I am using Steven's list to choose some plants. I know almost nothing about plants well suited for vivariums (size, humid conditions, etc.) so *please help me exclude and add plants to this list*. 

I purposely left out orchids, aquatics and bromeliads. I will see what Andy and other local people have first.


----------



## JPccusa

Just purchased Pellia (Monosolenium tenerum)

I have some sidewalk moss (Tortula ruralis?) that has been growing in a jar for over 2 years. It will get treated and planted soon. 

Now looking for Riccia fluitans and Mini Pellia (Riccardia chamedryfolia).


----------



## therizman2

Dont put Pilea microphyllla in unless you want it all over your tank.

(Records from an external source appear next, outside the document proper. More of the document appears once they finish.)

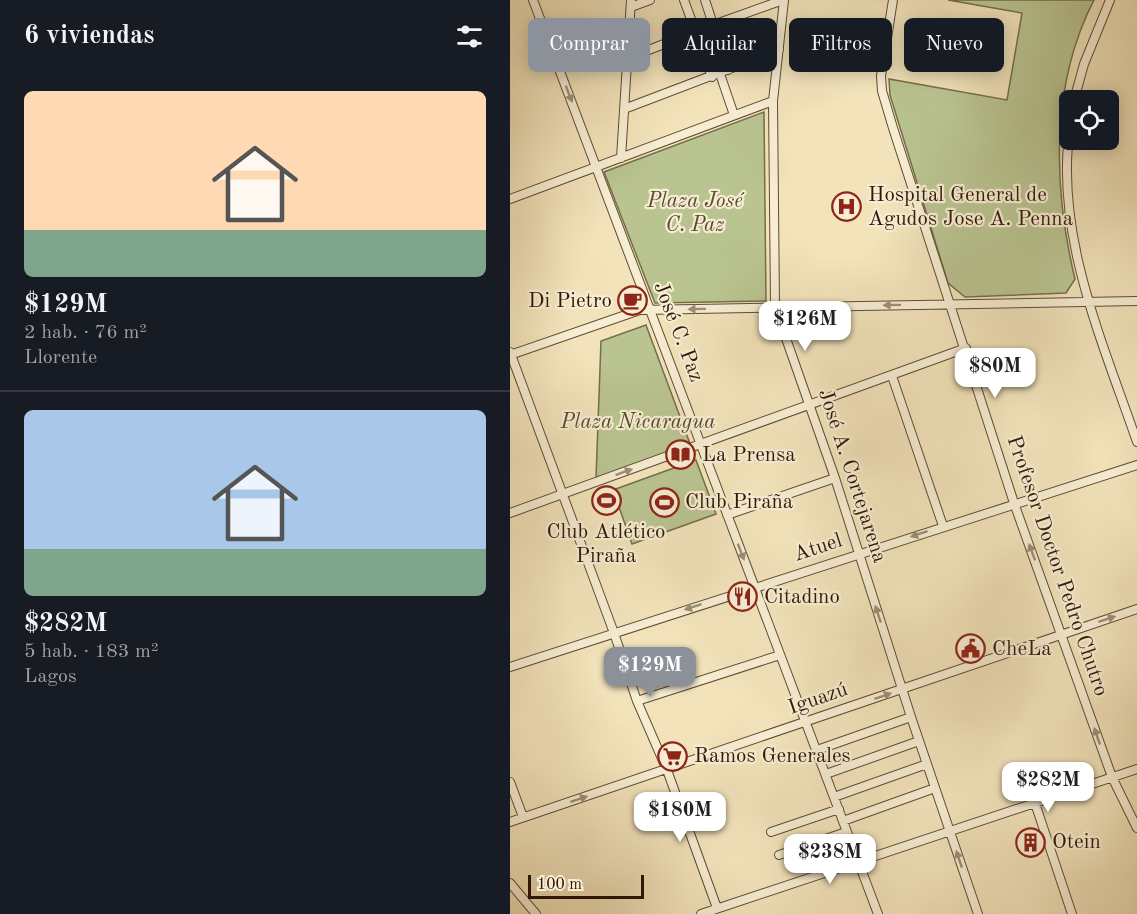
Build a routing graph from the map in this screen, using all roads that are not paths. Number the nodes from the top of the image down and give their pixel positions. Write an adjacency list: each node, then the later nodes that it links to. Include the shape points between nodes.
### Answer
1 (533, 0): 22 (street, José C. Paz, one-way to 22)
2 (650, 0): 8 (street)
3 (684, 0): 10 (street)
4 (705, 0): 11 (street)
5 (783, 0): 12 (street); 13 (street, José A. Cortejarena)
6 (893, 0): 26 (street, Profesor Doctor Pedro Chutro, via 882,66 882,91)
7 (1110, 0): 16 (street)
8 (631, 3): 9 (street)
9 (630, 18)
10 (690, 18)
11 (711, 18)
12 (733, 18)
13 (779, 50): 15 (street); 17 (street, José A. Cortejarena)
14 (627, 72): 18 (street)
15 (720, 73): 18 (street); 19 (street)
16 (1077, 90)
17 (773, 101): 19 (street); 27 (street, José A. Cortejarena)
18 (624, 109): 21 (street)
19 (734, 115): 21 (street)
20 (1069, 150): 24 (street, via 1070,208)
21 (621, 158): 22 (street)
22 (597, 168): 23 (street); 28 (street, José C. Paz)
23 (510, 199)
24 (1089, 301): 25 (street); 26 (street); 33 (street)
25 (1137, 301)
26 (950, 303): 27 (street, one-way to 27); 29 (street, Profesor Doctor Pedro Chutro)
27 (775, 307): 28 (street, one-way to 28); 32 (street, José A. Cortejarena)
28 (650, 309): 30 (street, via 622,314); 34 (street, José C. Paz)
29 (966, 348): 31 (street); 38 (street, Profesor Doctor Pedro Chutro)
30 (510, 354): 37 (street)
31 (892, 376): 32 (street); 41 (street)
32 (810, 405): 34 (street); 36 (street, José A. Cortejarena)
33 (1137, 442)
34 (702, 444): 37 (street, one-way to 34); 40 (street, José C. Paz)
35 (1137, 465): 38 (street, Atuel)
36 (835, 478): 40 (street); 42 (street, José A. Cortejarena)
37 (562, 494): 39 (street); 45 (street)
38 (1014, 503): 41 (street, Atuel); 46 (street, Profesor Doctor Pedro Chutro, one-way to 38)
39 (510, 513)
40 (727, 515): 43 (street, José C. Paz, one-way to 43)
41 (943, 526): 42 (street, Atuel, one-way to 42)
42 (859, 554): 43 (street, Atuel); 49 (street, José A. Cortejarena, one-way to 42)
43 (755, 587): 45 (street, Atuel, one-way to 45); 47 (street, José C. Paz)
44 (1137, 609): 46 (street, Iguazú, one-way to 44)
45 (614, 633): 48 (street, Atuel); 50 (street)
46 (1061, 633): 49 (street, Iguazú); 59 (street, Profesor Doctor Pedro Chutro, one-way to 46)
47 (780, 656): 50 (street); 52 (street, José C. Paz)
48 (510, 667)
49 (902, 689): 51 (street, José A. Cortejarena); 52 (street, Iguazú, one-way to 49)
50 (636, 700): 57 (street)
51 (911, 717): 53 (street, José A. Cortejarena); 54 (street)
52 (806, 722): 54 (street, José C. Paz); 57 (street, Iguazú)
53 (919, 741): 55 (street, José A. Cortejarena); 58 (street)
54 (817, 750): 58 (street, José C. Paz)
55 (927, 764): 61 (street, José A. Cortejarena); 62 (street)
56 (1137, 769): 59 (street)
57 (667, 770): 65 (street, Iguazú, one-way to 57); 75 (street)
58 (826, 774): 62 (street, José C. Paz)
59 (1112, 777): 63 (street); 68 (street, Profesor Doctor Pedro Chutro)
60 (510, 782): 65 (street)
61 (935, 788): 66 (street); 69 (street, José A. Cortejarena)
62 (834, 798): 64 (street, José C. Paz)
63 (1035, 803): 69 (street); 80 (street)
64 (838, 809): 66 (street, José C. Paz); 70 (street)
65 (523, 817): 67 (street, Iguazú)
66 (843, 821): 71 (street, José C. Paz)
67 (510, 822)
68 (1137, 828)
69 (950, 831): 73 (street); 79 (street, José A. Cortejarena, one-way to 69)
70 (771, 832)
71 (846, 832): 72 (street); 73 (street, José C. Paz)
72 (779, 855)
73 (858, 862): 75 (street); 78 (street, José C. Paz)
74 (510, 883): 76 (street)
75 (717, 908): 77 (street)
76 (536, 914)
77 (701, 914)
78 (878, 914)
79 (978, 914)
80 (1072, 914)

For the Riccia fluitans, check aquabid.com


----------



## kingfisherfleshy

Update bump? 

Just kidding, looking good!


----------



## JPccusa

This is the first video showing the vivarium's progress. I just installed the water feature. In and out tubes need to be finished to blend with background. Front glass was wet from recent misting. There are total 5 gallons of RO water in the tank.


----------



## JPccusa

Internal circulation fans stopped working yesterday. I checked the power supply and it is fried. Tried using a different power supply but fans are not working. I wonder if everything is toasted. I also wonder if the fans toasted the wall wart or the other way around. Will work on a replacement eventually. Makes me lazy to think I will have to remove part of the substrate and background in order to replace the fans. 

On a better note, I got the Riccia fluitans on Friday. That stuff is DIRTY, directly from a *pond* in Michigan. Here is a picture of what has settled to the bottom of the tank.










The stuff looks weird, as if it was blended before I got it. Since I have never seen R. fluitans in person, I am not sure if it looks right.
Anyways, I washed it many times with RO water on a strainer, and now everything is in a 10 g "quarantine" tank. I have not seen any kind of life (snails, worms, etc.) but I'd rather be safe than sorry (Jon would be proud of me). 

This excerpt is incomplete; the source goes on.